Cardiac contractile protein phosphatases. Purification of two enzyme forms and their characterization with subunit-specific antibodies.

Two forms of protein phosphatase which dephosphorylate cardiac myosin or myosin light chains and the inhibitory subunit of cardiac troponin were purified from bovine cardiac muscle. The enzymes were composed of subunits of Mr = 63,000, 55,000, and 38,000 in a 1:1:1 molar ratio (PT-1) or Mr = 63,000 and 38,000 in a 1:1 molar ratio (PT-2). Native gel electrophoresis and sucrose gradient sedimentation indicated that activity toward all three substrates was due to a single enzyme species. A monoclonal antibody and polyclonal antiserum directed against an Mr = 38,000 protein phosphatase from this tissue specifically reacted with the Mr = 38,000 subunit of PT-1 and PT-2. The specificity of antibodies for the Mr = 38,000 subunit indicated that it was distinct from the other subunits.
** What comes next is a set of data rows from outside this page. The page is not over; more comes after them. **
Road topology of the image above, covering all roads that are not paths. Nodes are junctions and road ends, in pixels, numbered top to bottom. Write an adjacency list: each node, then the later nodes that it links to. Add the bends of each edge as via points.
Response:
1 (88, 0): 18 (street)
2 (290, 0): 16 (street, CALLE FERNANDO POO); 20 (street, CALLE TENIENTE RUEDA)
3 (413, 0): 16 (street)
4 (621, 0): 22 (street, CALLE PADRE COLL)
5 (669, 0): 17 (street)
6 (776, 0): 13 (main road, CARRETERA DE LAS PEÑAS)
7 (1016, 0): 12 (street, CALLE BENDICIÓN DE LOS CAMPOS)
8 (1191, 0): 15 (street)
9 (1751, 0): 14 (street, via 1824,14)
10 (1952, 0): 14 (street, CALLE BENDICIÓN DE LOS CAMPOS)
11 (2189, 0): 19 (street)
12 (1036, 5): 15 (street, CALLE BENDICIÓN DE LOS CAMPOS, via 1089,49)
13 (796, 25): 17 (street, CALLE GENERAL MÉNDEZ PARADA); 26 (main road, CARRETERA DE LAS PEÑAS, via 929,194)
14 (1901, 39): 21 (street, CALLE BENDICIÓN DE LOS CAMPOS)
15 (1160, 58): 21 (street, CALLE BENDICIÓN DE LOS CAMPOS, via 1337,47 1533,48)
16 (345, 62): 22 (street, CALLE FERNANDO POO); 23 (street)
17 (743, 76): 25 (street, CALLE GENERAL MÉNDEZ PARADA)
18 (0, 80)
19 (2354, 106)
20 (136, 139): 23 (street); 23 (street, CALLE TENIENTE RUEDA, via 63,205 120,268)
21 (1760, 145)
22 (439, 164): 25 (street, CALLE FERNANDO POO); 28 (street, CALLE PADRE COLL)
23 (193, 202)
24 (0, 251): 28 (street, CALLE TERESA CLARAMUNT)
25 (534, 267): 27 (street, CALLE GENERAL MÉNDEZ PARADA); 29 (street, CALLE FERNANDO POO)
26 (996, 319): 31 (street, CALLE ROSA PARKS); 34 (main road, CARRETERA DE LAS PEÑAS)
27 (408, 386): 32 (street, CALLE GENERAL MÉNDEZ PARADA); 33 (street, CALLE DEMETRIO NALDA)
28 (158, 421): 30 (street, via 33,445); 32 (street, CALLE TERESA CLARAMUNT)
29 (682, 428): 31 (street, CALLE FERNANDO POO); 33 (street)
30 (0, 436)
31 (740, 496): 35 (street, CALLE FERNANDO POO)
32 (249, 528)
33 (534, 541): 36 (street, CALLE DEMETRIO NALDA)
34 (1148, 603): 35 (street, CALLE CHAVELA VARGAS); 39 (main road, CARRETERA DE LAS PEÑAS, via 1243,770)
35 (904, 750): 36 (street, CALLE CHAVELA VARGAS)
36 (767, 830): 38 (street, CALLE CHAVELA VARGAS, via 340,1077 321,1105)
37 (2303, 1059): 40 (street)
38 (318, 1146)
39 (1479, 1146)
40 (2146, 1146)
The Mr = 63,000 subunits of PT-1 and PT-2 were identical based on mobility on sodium dodecyl sulfate gels and one-dimensional peptide maps. Specificity of antiserum against the Mr = 55,000 subunit of PT-1 showed that this subunit was a distinct protein and not derived from the Mr = 63,000 subunit by proteolysis. PT-2 but not PT-1 could interact with antiserum against the Mr = 38,000 catalytic subunit in competitive immunoassays indicating that the presence of the Mr = 55,000 subunit may alter or mask antigenic site(s). Analysis of the enzymatic properties of PT-1 and PT-2 showed that PT-2 had higher activity with myosin, myosin light chains, and phosphorylase while PT-1 had higher activity with troponin. The results indicate that the presence of the Mr = 55,000 subunit may alter the enzymatic properties of the catalytic subunit.